De herói a candidato a vilão num
piscar de olhos chamado “Lava-Jato” – antes o “Mensalão” já tinha feito tremer
a popularidade do mentor de Dilma Rousseff. Agora, vai ser Chefe da Casa Civil
da Presidente do Brasil. Manobra desesperada para fugir à Justiça, diz a
oposição. Para devolver ao país a pujança económica de outros tempos, garante o
Governo brasileiro. Mas, afinal, quem é Lula da Silva?
1. Abandonado pelo pai ainda antes de nascer
“O sertanejo é antes de tudo um forte.
Cunhada pelo escritor Euclides da Cunha, a frase parece se ajustar à
personalidade de Lula desde o seu nascimento”. Assim começa a biografia de Lula
da Silva
disponível na página oficial do Instituto que ajudou a fundar.
Nascido a 27 de Outubro de 1945, em
Caetés, uma pequena cidade localizada no interior de Pernambuco, com pouco mais
de 26.386 habitantes, Luiz Inácio da Silva – a alcunha “Lula” colar-se-ia
depois, como uma segunda pele – cresceu numa casa com apenas duas divisões e
chão de terra batida. Luz, água canalizada e saneamento eram uma miragem que os
pais – um casal de lavradores analfabetos – não podiam comportar.
O pai, Aristides Inácio da Silva, acabaria por deixar a família a poucos
dias de Lula nascer. Rumou a São Paulo, à procura de uma nova
sorte, com a prima da mulher – com quem acabaria por formar uma nova família.
Com sete anos, o pequeno Lula deixa o
Pernambuco em direcção ao litoral de São Paulo, acompanhado pela mãe e pelos
irmãos. À boleia de um “pau-de-arara”, uma carrinha de caixa aberta usada,
muitas vezes, para transportar emigrantes do nordeste brasileiro, esperavam
reencontrar-se com o pai.
Numa entrevista ao Hoje em Dia, um jornal diário de Minas
Gerais, Lula chegou a descrever o “pau-de-arara”: “É uma tábua atravessada na
carroçaria do caminhão. Não tem nem encosto atrás. Não é um banquinho de
madeira. É uma tábua grudada na carroçaria. Você senta e não tem encosto. A
gente pode cair. Tinha umas 30, 40 pessoas dentro do camião. A gente dormia na
calçada. Se esticava e começava a dormir ali. Às vezes, com um cobertorzinho.

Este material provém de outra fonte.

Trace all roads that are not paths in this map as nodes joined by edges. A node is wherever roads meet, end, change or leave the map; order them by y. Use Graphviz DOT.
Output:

E, de repente, a gente acordava debaixo da chuva e tinha de correr para debaixo
do camião. Não cabia todo mundo. Ficava todo mundo amontoado debaixo do
camião.”
De
facto, Lula reencontrou o pai. A ele e à nova família de Aristides. A
convivência não seria fácil: Eurídice, ou Dona Lindu, a mãe de Lula, e o resto
da família eram vítimas fáceis e constantes da fúria de Aristides. Acabariam
por se afastar do chefe da família.
Lula
da Silva chegou a descrever assim a separação dos pais: “Nós ficamos em
liberdade? A gente passou a viver melhor. Era uma pobreza com liberdade. Então,
a separação dos meus pais, no fundo, no fundo, foi uma grande liberdade.”
2. A fábrica de parafusos que lhe roubou o mindinho
Lula da Silva foi obrigado a trabalhar
desde muito novo. Ainda frequentou a escola, para desprezo do pai, durante a
curta convivência entre os dois. Vendeu laranjas, trabalhou no cais, foi
engraxador. Tudo isto e mais uns quantos biscates desde os oitos anos.

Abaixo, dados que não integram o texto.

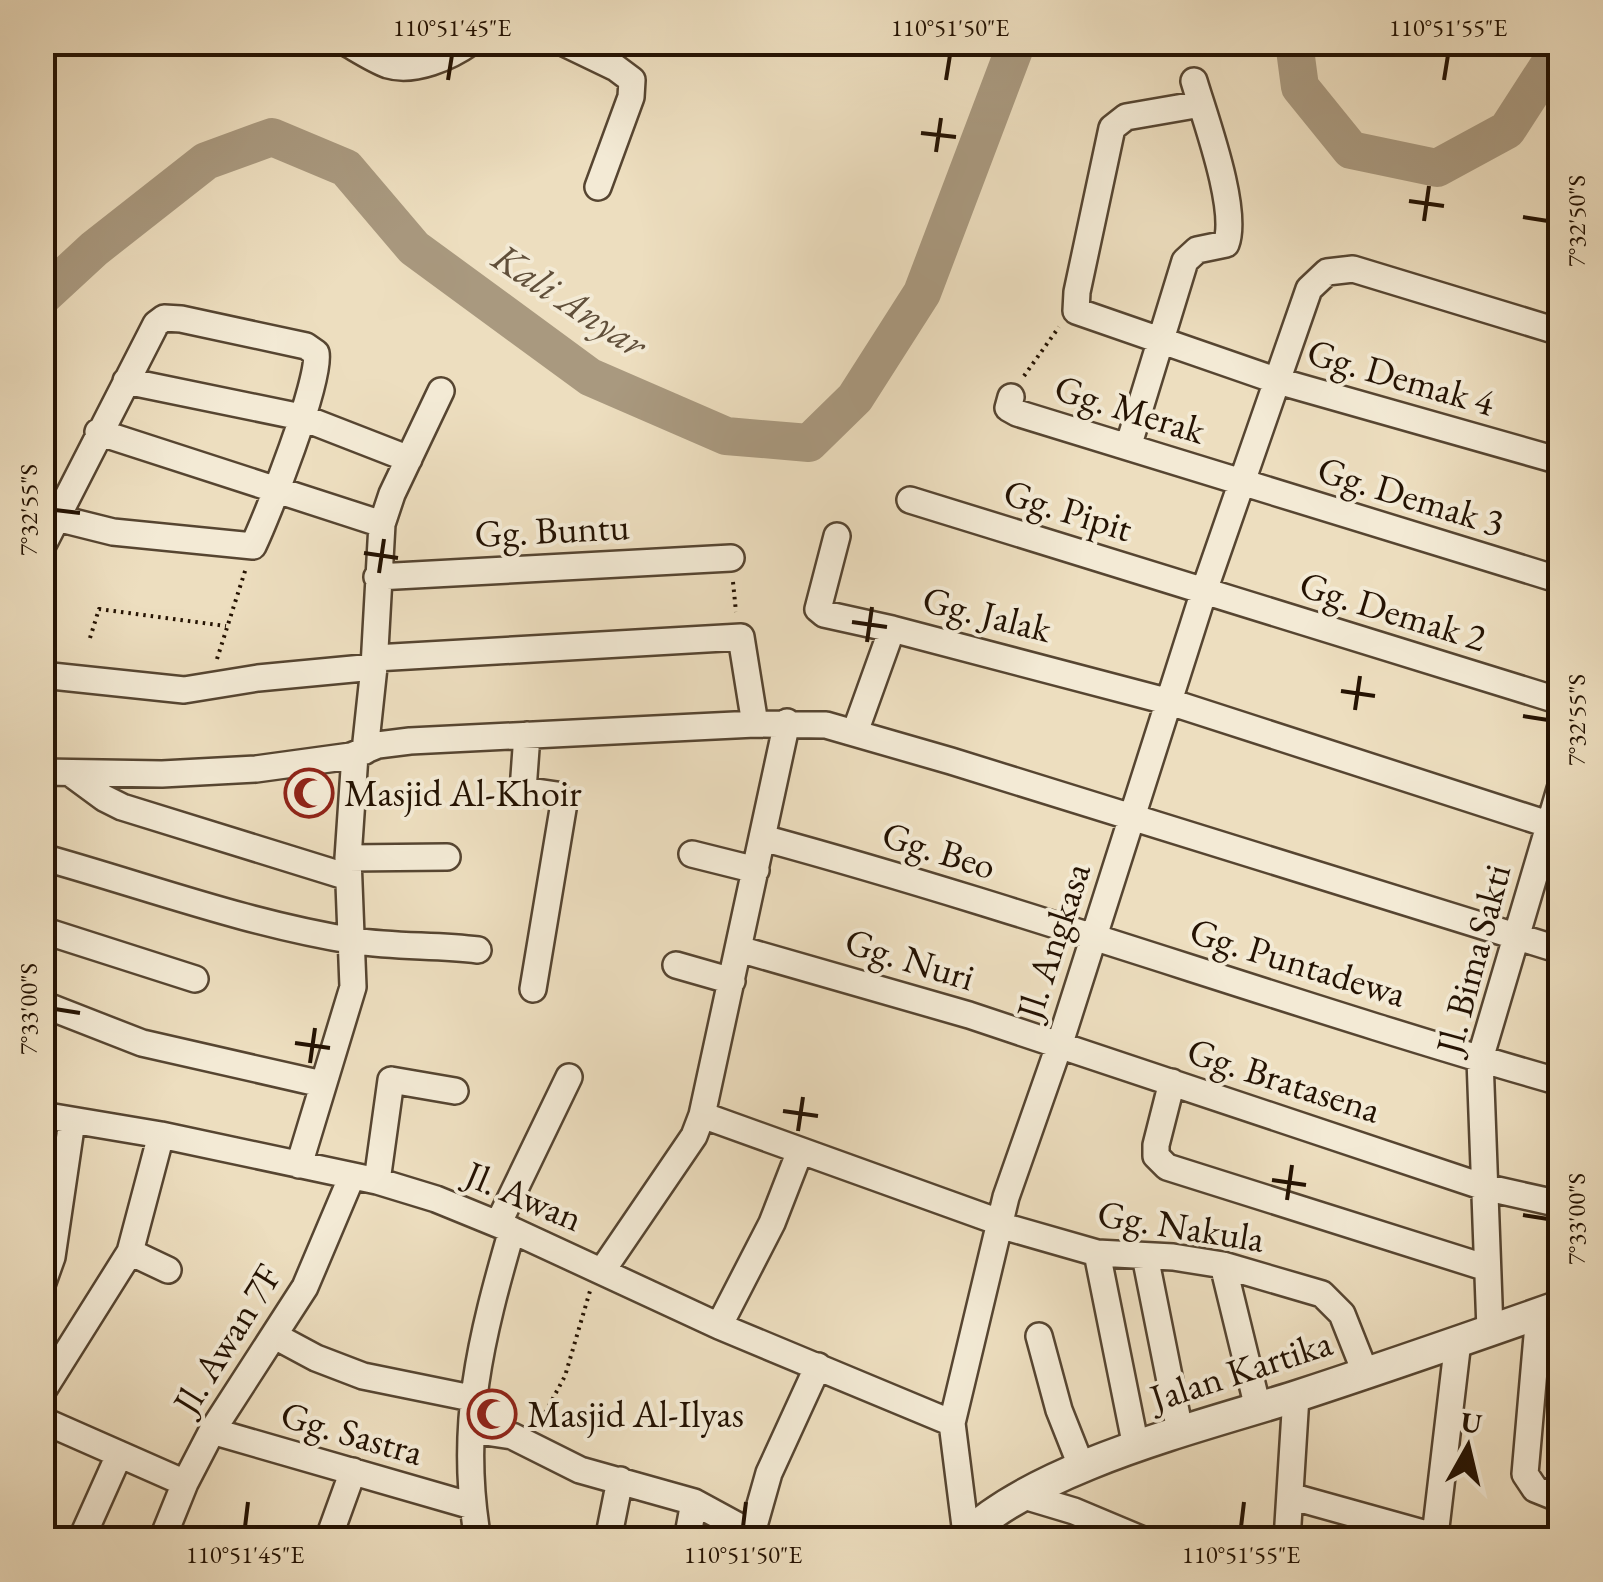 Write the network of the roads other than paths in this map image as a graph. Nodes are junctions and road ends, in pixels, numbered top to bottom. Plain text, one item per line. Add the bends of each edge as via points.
1 (345, 42) edge
2 (471, 42) edge
3 (562, 42) edge
4 (598, 187) dead end
5 (1560, 332) edge
6 (1159, 339) junction
7 (126, 380) junction
8 (1278, 381) junction
9 (440, 390) dead end
10 (1011, 398) road end
11 (301, 417) junction
12 (98, 432) junction
13 (1128, 447) junction
14 (409, 460) junction
15 (1560, 461) edge
16 (1241, 484) junction
17 (275, 488) junction
18 (910, 500) dead end
19 (57, 518) junction
20 (382, 524) junction
21 (837, 536) dead end
22 (42, 546) edge
23 (731, 558) road end
24 (378, 577) junction
25 (1560, 580) edge
26 (1204, 591) junction
27 (892, 629) junction
28 (374, 663) junction
29 (42, 675) edge
30 (1560, 701) edge
31 (1170, 702) junction
32 (787, 722) junction
33 (754, 724) junction
34 (855, 732) junction
35 (527, 735) junction
36 (360, 753) junction
37 (42, 772) edge
38 (70, 772) junction
39 (1560, 789) edge
40 (1132, 819) junction
41 (1555, 826) edge
42 (763, 838) junction
43 (692, 854) dead end
44 (42, 857) edge
45 (447, 857) dead end
46 (348, 868) junction
47 (756, 870) junction
48 (42, 930) edge
49 (1515, 935) junction
50 (1093, 936) junction
51 (352, 940) junction
52 (739, 949) junction
53 (478, 950) dead end
54 (1560, 950) edge
55 (676, 965) dead end
56 (195, 979) dead end
57 (732, 981) junction
58 (533, 988) dead end
59 (42, 1004) edge
60 (1058, 1046) junction
61 (1480, 1059) junction
62 (569, 1077) dead end
63 (1172, 1082) junction
64 (1560, 1082) edge
65 (322, 1084) junction
66 (456, 1091) dead end
67 (42, 1115) edge
68 (702, 1115) junction
69 (72, 1120) junction
70 (161, 1136) junction
71 (800, 1151) junction
72 (299, 1166) junction
73 (364, 1178) junction
74 (1484, 1187) junction
75 (1560, 1204) edge
76 (999, 1224) junction
77 (505, 1227) junction
78 (130, 1252) junction
79 (1097, 1253) junction
80 (1146, 1256) junction
81 (1223, 1265) junction
82 (1487, 1268) junction
83 (168, 1270) dead end
84 (602, 1272) junction
85 (42, 1285) edge
86 (1550, 1310) edge
87 (719, 1326) junction
88 (1490, 1330) junction
89 (275, 1336) junction
90 (1038, 1336) dead end
91 (1458, 1341) junction
92 (1548, 1362) edge
93 (818, 1366) junction
94 (1365, 1372) junction
95 (42, 1392) edge
96 (1296, 1396) junction
97 (471, 1398) junction
98 (1258, 1408) junction
99 (42, 1420) edge
100 (952, 1423) junction
101 (472, 1430) junction
102 (1180, 1431) junction
103 (212, 1432) junction
104 (1136, 1448) junction
105 (119, 1456) junction
106 (1082, 1468) junction
107 (352, 1471) junction
108 (620, 1480) junction
109 (185, 1483) junction
110 (1024, 1496) junction
111 (1290, 1496) junction
112 (1560, 1499) edge
113 (694, 1502) junction
114 (472, 1506) junction
115 (751, 1536) edge
116 (963, 1537) edge
117 (1441, 1538) edge
118 (81, 1540) edge
119 (162, 1540) edge
120 (328, 1540) edge
121 (478, 1540) edge
122 (608, 1540) edge
123 (687, 1540) edge
124 (1143, 1540) edge
125 (1288, 1540) edge

1 - 2 street via 390,66 444,58
3 - 4 street via 632,80
5 - 8 street, Jl. Angkasa via 1337,269 1309,289
6 - 6 street, Gg. Demak 4 via 1076,311 1077,292 1112,128 1198,92 1230,233 1226,244 1197,250 1184,261
6 - 8 street, Gg. Demak 4
6 - 13 street
7 - 11 street
7 - 11 street via 156,324 164,318 199,323 314,350 319,358
7 - 12 street
8 - 15 street, Gg. Demak 4
8 - 16 street, Jl. Angkasa
9 - 14 street
10 - 13 street, Gg. Merak via 1008,408 1016,413
11 - 14 street
11 - 17 street
12 - 17 street
12 - 19 street
13 - 16 street, Gg. Merak
14 - 20 street
16 - 25 street, Gg. Demak 3
16 - 26 street, Jl. Angkasa
17 - 19 street via 254,545 114,532
17 - 20 street
18 - 26 street, Gg. Pipit
19 - 22 street
20 - 24 street
21 - 27 street via 818,608
23 - 24 street, Gg. Buntu
24 - 28 street
26 - 30 street, Gg. Demak 2
26 - 31 street, Jl. Angkasa
27 - 31 street, Gg. Jalak
27 - 34 street, Gg. Jalak
28 - 29 street via 170,691
28 - 33 street via 739,637
28 - 36 street
31 - 40 street, Jl. Angkasa
31 - 41 street, Gg. Jalak
32 - 33 street
32 - 34 street
32 - 42 street
33 - 35 street
34 - 40 street
35 - 36 street via 385,743
35 - 58 street via 523,790 564,802
36 - 38 street via 237,770
36 - 46 street
37 - 38 street
38 - 46 street via 122,807
39 - 41 street, Jl. Bima Sakti
40 - 49 street
40 - 50 street, Jl. Angkasa
41 - 49 street, Jl. Bima Sakti
42 - 47 street
42 - 50 street, Gg. Beo
43 - 47 street
44 - 51 street via 264,922
45 - 46 street
46 - 51 street
47 - 52 street
48 - 56 street
49 - 54 street
49 - 61 street, Jl. Bima Sakti
50 - 60 street, Jl. Angkasa
50 - 61 street, Gg. Puntadewa
51 - 53 street
51 - 65 street via 351,999
52 - 57 street
52 - 60 street, Gg. Nuri
55 - 57 street
57 - 68 street
59 - 65 street via 142,1043
60 - 63 street, Gg. Bratasena
60 - 76 street, Jl. Angkasa
61 - 64 street, Gg. Puntadewa
61 - 74 street, Jl. Bima Sakti
62 - 77 street
63 - 74 street, Gg. Bratasena
63 - 82 street via 1156,1146 1167,1168
65 - 72 street
66 - 73 street, Jl. Awan 7F via 391,1080
67 - 69 street, Jl. Awan
68 - 71 street, Gg. Nakula
68 - 84 street
69 - 70 street, Jl. Awan
69 - 85 street
70 - 72 street, Jl. Awan
70 - 78 street
71 - 76 street, Gg. Nakula
71 - 87 street
72 - 73 street, Jl. Awan
73 - 77 street, Jl. Awan
73 - 89 street, Jl. Awan 7F
74 - 75 street, Gg. Bratasena
74 - 82 street, Jl. Bima Sakti
76 - 79 street, Gg. Nakula
76 - 100 street, Jl. Angkasa
77 - 84 street, Jl. Awan
77 - 97 street
78 - 83 street
78 - 95 street
79 - 80 street, Gg. Nakula
79 - 104 street
80 - 81 street, Gg. Nakula
80 - 102 street
81 - 94 street, Gg. Nakula via 1332,1301
81 - 98 street
82 - 88 street, Jl. Bima Sakti
84 - 87 street, Jl. Awan
86 - 88 street, Jalan Kartika
86 - 92 street
87 - 93 street, Jl. Awan
88 - 91 street, Jalan Kartika
89 - 97 street via 352,1373
89 - 103 street, Jl. Awan 7F
90 - 106 street
91 - 94 street, Jalan Kartika
91 - 117 street
92 - 112 street via 1526,1474 1536,1489
93 - 100 street, Jl. Awan
93 - 115 street via 769,1473
94 - 96 street, Jalan Kartika
96 - 98 street, Jalan Kartika
96 - 111 street
97 - 101 street
98 - 102 street, Jalan Kartika
99 - 105 street
100 - 116 street, Jl. Angkasa
101 - 108 street via 512,1436 580,1470
101 - 114 street
102 - 104 street, Jalan Kartika
103 - 107 street, Gg. Sastra
103 - 109 street, Jl. Awan 7F
104 - 106 street, Jalan Kartika
105 - 109 street
105 - 118 street
106 - 110 street, Jalan Kartika
107 - 114 street, Gg. Sastra
107 - 120 street
108 - 113 street
108 - 122 street
109 - 119 street, Jl. Awan 7F
110 - 116 street, Jalan Kartika
110 - 124 street
111 - 117 street
111 - 125 street
113 - 115 street
113 - 123 street
114 - 121 street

Acabaria por ter de deixar a escola
aos 14 anos, quando a mãe – solteira e com uns quantos filhos a seu cargo – já
não conseguia suportar a família numerosa. Começou a trabalhar numa fábrica de
parafusos de má memória: certo dia, acabou com o dedo mindinho esmagado por um
torno mecânico. No hospital, depois de horas sem assistência médica, decidiram
cortar o dedo.
Tinha 17 anos quando isso aconteceu.
São Paulo brotava e tornava-se uma das regiões mais industrializadas do país,
onde cresciam marcas como a Scania e
a Volkswagen. Um ano depois, deu-se o
golpe militar de 1964 que roubou a liberdade ao Brasil. E Lula da Silva
voltava-se para o sindicalismo.
3. Os primeiros passos no sindicalismo
A descrição consta no perfil
disponibilizado pelo Instituto Lula. No virar da adolescência, a política e o
sindicalismo ainda não era uma paixão – era a redondinha que preenchia os sonhos do futuro
Presidente do Brasil.
Seria o irmão de Lula, José Ferreira
da Silva – ou Frei Chico -, então militante do Partido Comunista Brasileiro –
votado à clandestinidade, a convencê-lo a frequentar as reuniões sindicais.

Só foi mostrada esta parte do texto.